▶ **TO DO**
When you copy the records, keep every word exact and leave the pictures out.

____

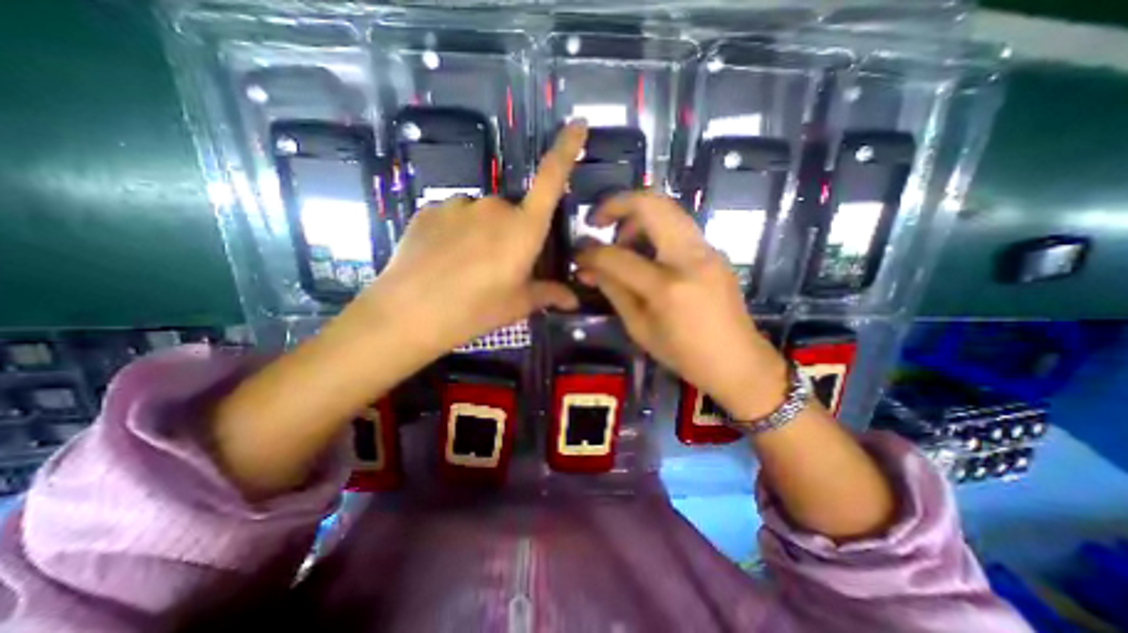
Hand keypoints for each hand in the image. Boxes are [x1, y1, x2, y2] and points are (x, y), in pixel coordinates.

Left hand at [350, 122, 586, 353]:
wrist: (407, 314)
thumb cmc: (474, 310)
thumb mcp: (516, 305)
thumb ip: (548, 294)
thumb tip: (575, 300)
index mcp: (523, 229)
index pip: (552, 179)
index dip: (566, 149)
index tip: (578, 124)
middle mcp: (494, 207)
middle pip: (513, 212)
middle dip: (512, 234)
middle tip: (498, 269)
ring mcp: (458, 205)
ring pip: (482, 216)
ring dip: (483, 234)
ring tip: (466, 268)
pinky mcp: (429, 210)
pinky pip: (454, 217)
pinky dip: (456, 234)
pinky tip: (443, 261)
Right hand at [576, 193, 785, 420]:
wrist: (738, 361)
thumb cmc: (684, 354)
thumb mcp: (639, 328)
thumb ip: (613, 291)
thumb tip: (587, 268)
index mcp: (668, 287)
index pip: (617, 256)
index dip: (591, 253)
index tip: (578, 256)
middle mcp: (691, 258)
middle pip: (651, 204)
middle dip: (617, 204)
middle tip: (597, 221)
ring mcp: (708, 250)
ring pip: (668, 209)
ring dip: (637, 215)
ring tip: (621, 241)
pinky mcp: (715, 251)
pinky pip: (679, 226)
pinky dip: (655, 228)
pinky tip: (646, 253)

____

▶ **TASK RESULT**
Hand keypoints for each hand in the image. Boxes are [x1, y1, x2, y2] and points are (x, y), in pixel coordinates.

Left hand at [350, 122, 586, 353]:
wrist: (407, 314)
thumb cmc: (474, 310)
thumb mcp: (516, 305)
thumb ip: (548, 294)
thumb tip: (575, 300)
index mcp: (523, 229)
index pip: (552, 179)
index dip: (566, 149)
index tip: (578, 124)
middle mcp: (494, 207)
middle pip: (513, 212)
middle dip: (512, 234)
middle tip: (498, 269)
ring mcp: (458, 205)
ring pip: (482, 216)
ring dip: (483, 234)
ring tip: (466, 268)
pinky mcp: (429, 210)
pinky pip: (454, 217)
pinky dip: (456, 234)
pinky tip: (443, 261)
Right hand at [576, 193, 785, 420]:
wrist: (738, 361)
thumb cmc: (684, 354)
thumb mcp: (639, 328)
thumb ip: (613, 291)
thumb tip: (587, 268)
index mcp: (668, 287)
index pip: (617, 256)
index dip: (591, 253)
index tip: (578, 256)
middle mcp: (691, 258)
middle pip: (651, 204)
middle dip: (617, 204)
middle tip: (597, 221)
ring mcp: (708, 250)
ring pip: (668, 209)
ring dip: (637, 215)
ring tip: (621, 241)
pinky mcp: (715, 251)
pinky pip: (679, 226)
pinky dip: (655, 228)
pinky tip: (646, 253)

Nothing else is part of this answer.